**AVAILABLE DATA:**
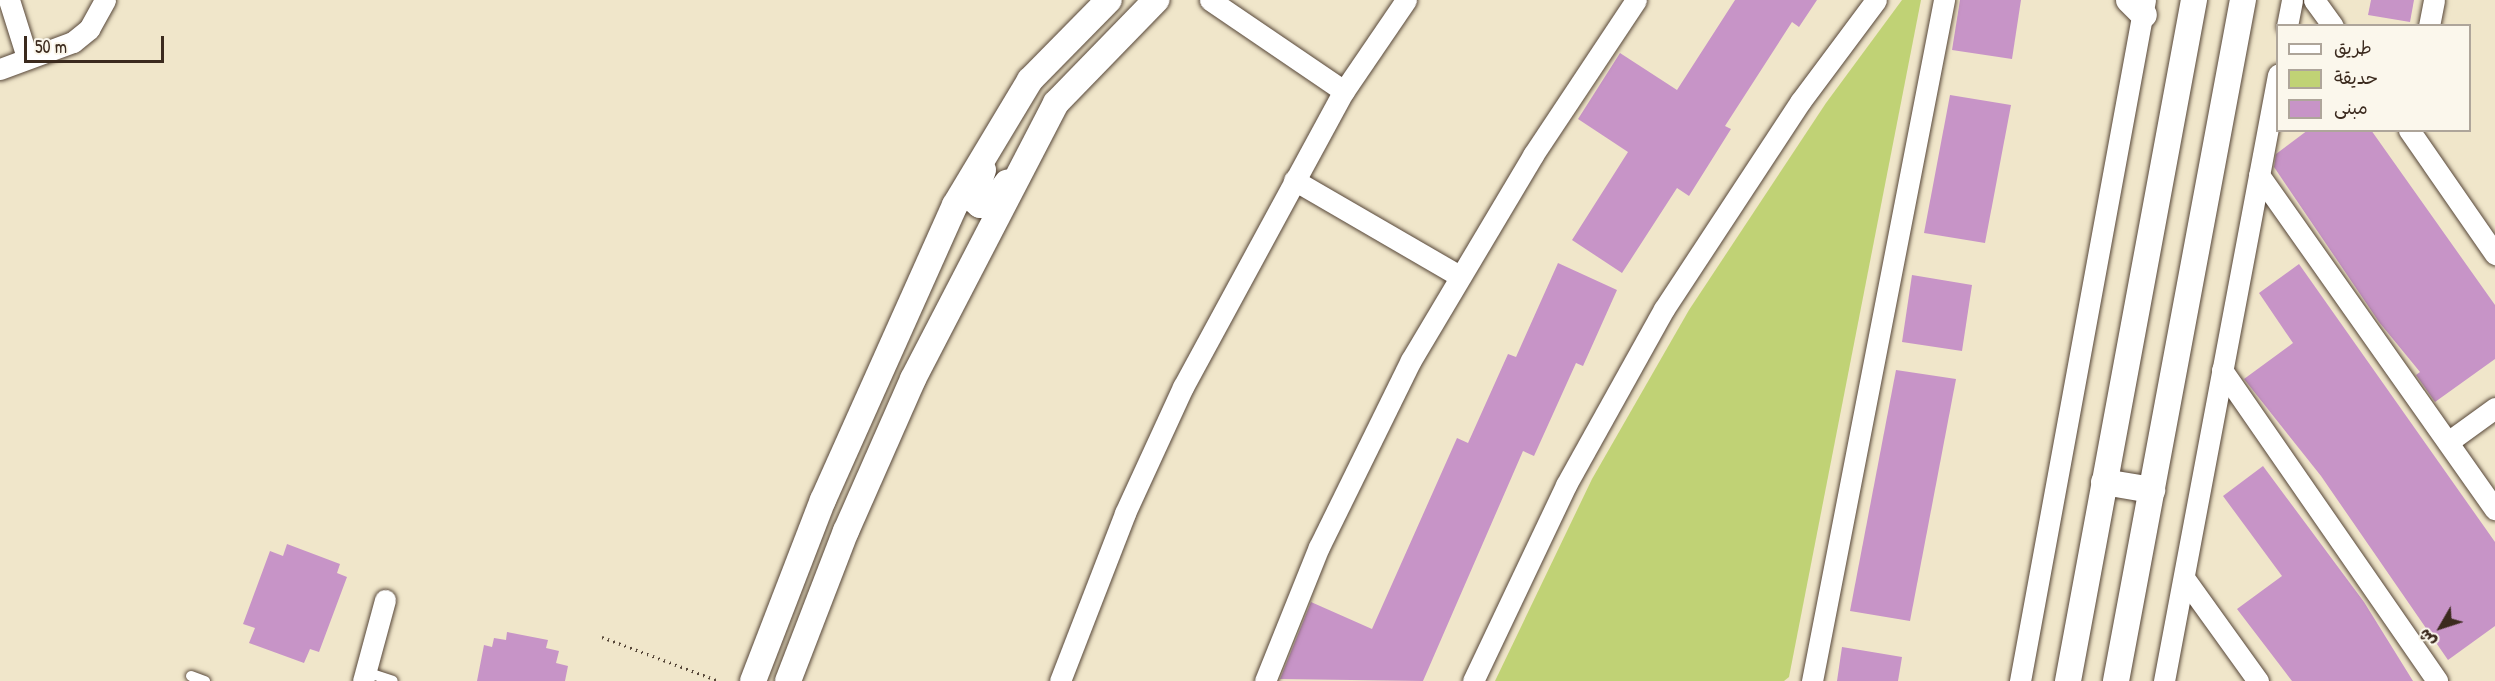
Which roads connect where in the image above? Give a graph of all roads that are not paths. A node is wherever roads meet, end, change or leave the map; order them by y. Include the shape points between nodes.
1 (9, 0) edge
2 (105, 0) edge
3 (1109, 0) edge
4 (1156, 0) edge
5 (1210, 0) edge
6 (1406, 0) edge
7 (1636, 0) edge
8 (1876, 0) edge
9 (1944, 0) edge
10 (2183, 0) edge
11 (2194, 0) edge
12 (2243, 0) edge
13 (2292, 0) edge
14 (2314, 0) edge
15 (2434, 0) edge
16 (2139, 5) edge
17 (8, 16) edge
18 (2287, 24) edge
19 (2332, 24) edge
20 (2429, 24) edge
21 (2189, 28) junction
22 (27, 57) junction
23 (0, 69) edge
24 (2276, 81) edge
25 (1344, 91) junction
26 (998, 131) junction
27 (2410, 132) edge
28 (1034, 147) junction
29 (2259, 175) junction
30 (1294, 180) junction
31 (2495, 254) edge
32 (932, 260) junction
33 (1458, 275) junction
34 (963, 281) junction
35 (2222, 370) junction
36 (2495, 408) edge
37 (2448, 442) junction
38 (2104, 482) junction
39 (2152, 490) junction
40 (2495, 509) edge
41 (2184, 578) junction
42 (386, 600) dead end
43 (191, 676) dead end
44 (364, 676) edge
45 (205, 681) edge
46 (393, 681) edge
47 (753, 681) edge
48 (788, 681) edge
49 (1060, 681) edge
50 (1265, 681) edge
51 (1473, 681) edge
52 (1812, 681) edge
53 (2020, 681) edge
54 (2068, 681) edge
55 (2116, 681) edge
56 (2164, 681) edge
57 (2258, 681) edge
58 (2437, 681) edge

1 - 17 street
2 - 22 street via 89,29 73,42
3 - 26 street via 1030,80
4 - 28 street via 1076,77 1056,103
5 - 25 street
6 - 25 street
7 - 33 street
8 - 51 street via 1800,102 1664,309 1566,485
9 - 52 street
10 - 21 street
11 - 21 street
12 - 39 street
13 - 18 street
14 - 19 street
15 - 20 street
16 - 53 street
17 - 22 street
21 - 38 street
22 - 23 street
24 - 29 street
25 - 30 street
26 - 28 street via 974,194 980,205 993,202
26 - 32 street via 955,205
27 - 31 street
28 - 34 street
29 - 35 street
29 - 37 street
30 - 33 street
30 - 49 street via 1183,387 1125,513
32 - 34 street via 959,226 968,226 974,234
32 - 47 street via 819,509
33 - 50 street via 1362,454
34 - 48 street via 850,520
35 - 41 street
35 - 58 street
36 - 37 street
37 - 40 street
38 - 39 street
38 - 54 street
39 - 55 street
41 - 56 street
41 - 57 street
42 - 44 street
43 - 45 lane
44 - 46 lane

**PROBLEM DESCRIPTION:** Lines containing the word "dead" must be found in the data above and copied.

**ANSWER FOR THIS EXERCISE:**
42 (386, 600) dead end
43 (191, 676) dead end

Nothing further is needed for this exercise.